How to resolve a name collision between a C++ namespace and a global function?

让人想犯罪 __ 提交于 2019-11-30 02:42:02

问题


if I define a namespace log somewhere and make it accessible in the global scope, this will clash with double log(double) from the standard cmath header. Actually, most compilers seem to go along with it -- most versions of SunCC, MSVC, GCC -- but GCC 4.1.2 doesn't.

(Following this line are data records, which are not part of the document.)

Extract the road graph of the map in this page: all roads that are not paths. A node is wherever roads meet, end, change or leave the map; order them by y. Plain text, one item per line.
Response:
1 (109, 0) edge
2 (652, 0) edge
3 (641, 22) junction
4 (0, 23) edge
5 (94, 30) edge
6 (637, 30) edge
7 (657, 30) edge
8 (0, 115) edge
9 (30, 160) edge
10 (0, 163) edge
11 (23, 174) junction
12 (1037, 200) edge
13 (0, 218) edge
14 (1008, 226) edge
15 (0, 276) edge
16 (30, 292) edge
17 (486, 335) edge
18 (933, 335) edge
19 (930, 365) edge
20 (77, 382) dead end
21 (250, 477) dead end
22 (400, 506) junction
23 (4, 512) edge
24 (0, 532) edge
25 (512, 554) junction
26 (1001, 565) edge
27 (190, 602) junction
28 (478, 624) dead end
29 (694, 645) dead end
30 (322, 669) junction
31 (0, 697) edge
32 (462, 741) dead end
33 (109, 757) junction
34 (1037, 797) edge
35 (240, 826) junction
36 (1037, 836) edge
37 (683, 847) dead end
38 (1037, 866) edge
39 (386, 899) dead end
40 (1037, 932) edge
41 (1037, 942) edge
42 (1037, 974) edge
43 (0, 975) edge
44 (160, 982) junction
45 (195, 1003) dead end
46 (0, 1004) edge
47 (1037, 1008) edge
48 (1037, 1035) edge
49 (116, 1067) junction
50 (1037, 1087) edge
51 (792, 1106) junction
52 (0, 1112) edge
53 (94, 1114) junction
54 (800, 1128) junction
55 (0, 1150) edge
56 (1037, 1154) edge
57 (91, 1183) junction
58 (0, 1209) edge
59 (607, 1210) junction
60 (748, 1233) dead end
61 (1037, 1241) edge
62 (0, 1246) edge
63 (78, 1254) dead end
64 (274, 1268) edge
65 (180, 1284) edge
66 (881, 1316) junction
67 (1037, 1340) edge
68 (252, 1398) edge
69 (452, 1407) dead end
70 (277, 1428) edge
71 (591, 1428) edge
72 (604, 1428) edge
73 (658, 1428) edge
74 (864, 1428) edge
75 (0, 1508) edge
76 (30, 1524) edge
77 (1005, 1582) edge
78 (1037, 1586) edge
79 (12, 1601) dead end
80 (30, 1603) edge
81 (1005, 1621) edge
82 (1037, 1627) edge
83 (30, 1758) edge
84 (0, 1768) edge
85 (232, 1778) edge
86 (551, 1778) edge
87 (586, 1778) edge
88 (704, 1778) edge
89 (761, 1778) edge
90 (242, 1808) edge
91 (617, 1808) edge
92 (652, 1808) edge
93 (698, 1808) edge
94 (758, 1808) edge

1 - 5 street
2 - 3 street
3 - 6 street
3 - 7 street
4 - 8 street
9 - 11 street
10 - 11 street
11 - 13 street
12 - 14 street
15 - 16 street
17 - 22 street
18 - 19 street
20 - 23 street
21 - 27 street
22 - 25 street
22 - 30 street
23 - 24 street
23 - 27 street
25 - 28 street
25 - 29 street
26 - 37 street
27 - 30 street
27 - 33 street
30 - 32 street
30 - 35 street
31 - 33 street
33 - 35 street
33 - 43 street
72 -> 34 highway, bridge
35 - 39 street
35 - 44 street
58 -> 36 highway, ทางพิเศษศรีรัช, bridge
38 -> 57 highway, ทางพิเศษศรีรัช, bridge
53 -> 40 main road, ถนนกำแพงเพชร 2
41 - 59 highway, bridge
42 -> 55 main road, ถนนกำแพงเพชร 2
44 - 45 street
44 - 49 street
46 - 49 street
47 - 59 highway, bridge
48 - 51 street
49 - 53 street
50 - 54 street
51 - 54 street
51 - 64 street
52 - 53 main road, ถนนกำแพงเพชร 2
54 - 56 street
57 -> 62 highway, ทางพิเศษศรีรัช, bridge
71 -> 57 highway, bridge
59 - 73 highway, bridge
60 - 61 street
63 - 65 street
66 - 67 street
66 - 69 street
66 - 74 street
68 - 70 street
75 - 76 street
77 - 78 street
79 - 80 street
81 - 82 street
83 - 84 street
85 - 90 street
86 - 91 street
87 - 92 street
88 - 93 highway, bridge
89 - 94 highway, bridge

Unfortunately, there seems no way to resolve the ambiguity, as using declarations are not legal for namespace identifiers. Do you know any way I could write log::Log in the global namespace even if cmath is included?

Thanks.

EDIT: Would anybody know what the C++03 standard has to say about this? I would have thought that the scope operator sufficiently disambiguates the use of log in the code example below.

#include <cmath>

namespace foo
{

namespace log
{

struct Log { };

} // namespace log

} // namespace foo


using namespace foo;

int main()
{
    log::Log x;

    return 0;
}

// g++ (GCC) 4.1.2 20070115 (SUSE Linux)

// log.cpp: In function `int main()':
// log.cpp:20: error: reference to `log' is ambiguous
// /usr/include/bits/mathcalls.h:110: error: candidates are: double log(double)
//     log.cpp:7: error:                 namespace foo::log { }
// log.cpp:20: error: expected `;' before `x'

回答1:


I'd suggest:

foo::log::Log x; // Your logging class
::log(0.0); // Log function

Generally I wouldn't write using namespace foo; as there is no point having it in the foo namespace if you're not going to use it and it pollutes the global namespace.

See this related question:
How do you properly use namespaces in C++?




回答2:


Although it does not help you, the error from GCC 4.1.2 is incorrect. The log in log::Log can only refer to a class or namespace name.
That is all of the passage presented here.